> _TASK REQUIREMENTS_
For this exercise, retype every record below exactly and keep the pictures out.

####################

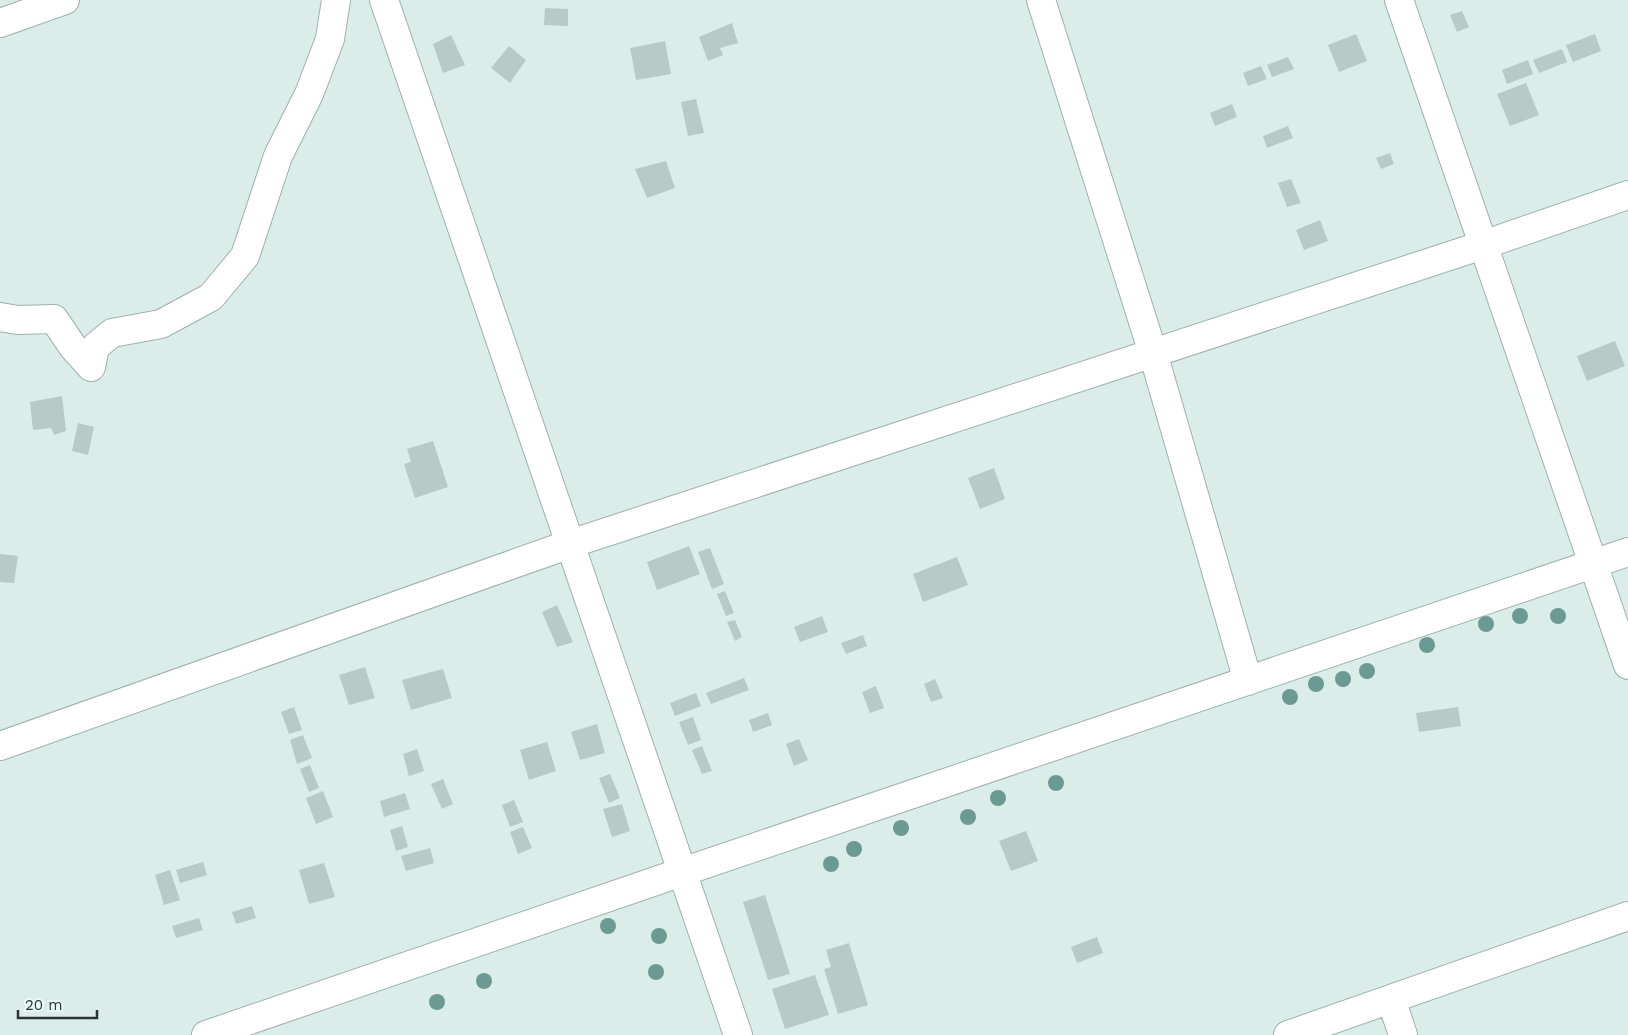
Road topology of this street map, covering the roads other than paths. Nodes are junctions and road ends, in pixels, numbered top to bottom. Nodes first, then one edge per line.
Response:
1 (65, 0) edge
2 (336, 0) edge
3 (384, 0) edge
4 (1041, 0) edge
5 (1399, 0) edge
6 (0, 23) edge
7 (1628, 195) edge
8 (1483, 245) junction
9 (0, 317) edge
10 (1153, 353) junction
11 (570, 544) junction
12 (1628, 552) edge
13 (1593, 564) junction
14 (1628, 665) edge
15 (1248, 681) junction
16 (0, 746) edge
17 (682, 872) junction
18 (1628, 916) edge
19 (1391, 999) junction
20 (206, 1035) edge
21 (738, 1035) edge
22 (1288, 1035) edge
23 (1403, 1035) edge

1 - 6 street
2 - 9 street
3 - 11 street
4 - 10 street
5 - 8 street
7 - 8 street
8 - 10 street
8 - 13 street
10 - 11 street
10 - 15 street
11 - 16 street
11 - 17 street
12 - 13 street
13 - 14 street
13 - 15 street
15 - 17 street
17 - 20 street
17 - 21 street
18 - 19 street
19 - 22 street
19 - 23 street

####################

> _RESPONSE BOX_
Road topology of this street map, covering the roads other than paths. Nodes are junctions and road ends, in pixels, numbered top to bottom. Nodes first, then one edge per line.
Response:
1 (65, 0) edge
2 (336, 0) edge
3 (384, 0) edge
4 (1041, 0) edge
5 (1399, 0) edge
6 (0, 23) edge
7 (1628, 195) edge
8 (1483, 245) junction
9 (0, 317) edge
10 (1153, 353) junction
11 (570, 544) junction
12 (1628, 552) edge
13 (1593, 564) junction
14 (1628, 665) edge
15 (1248, 681) junction
16 (0, 746) edge
17 (682, 872) junction
18 (1628, 916) edge
19 (1391, 999) junction
20 (206, 1035) edge
21 (738, 1035) edge
22 (1288, 1035) edge
23 (1403, 1035) edge

1 - 6 street
2 - 9 street
3 - 11 street
4 - 10 street
5 - 8 street
7 - 8 street
8 - 10 street
8 - 13 street
10 - 11 street
10 - 15 street
11 - 16 street
11 - 17 street
12 - 13 street
13 - 14 street
13 - 15 street
15 - 17 street
17 - 20 street
17 - 21 street
18 - 19 street
19 - 22 street
19 - 23 street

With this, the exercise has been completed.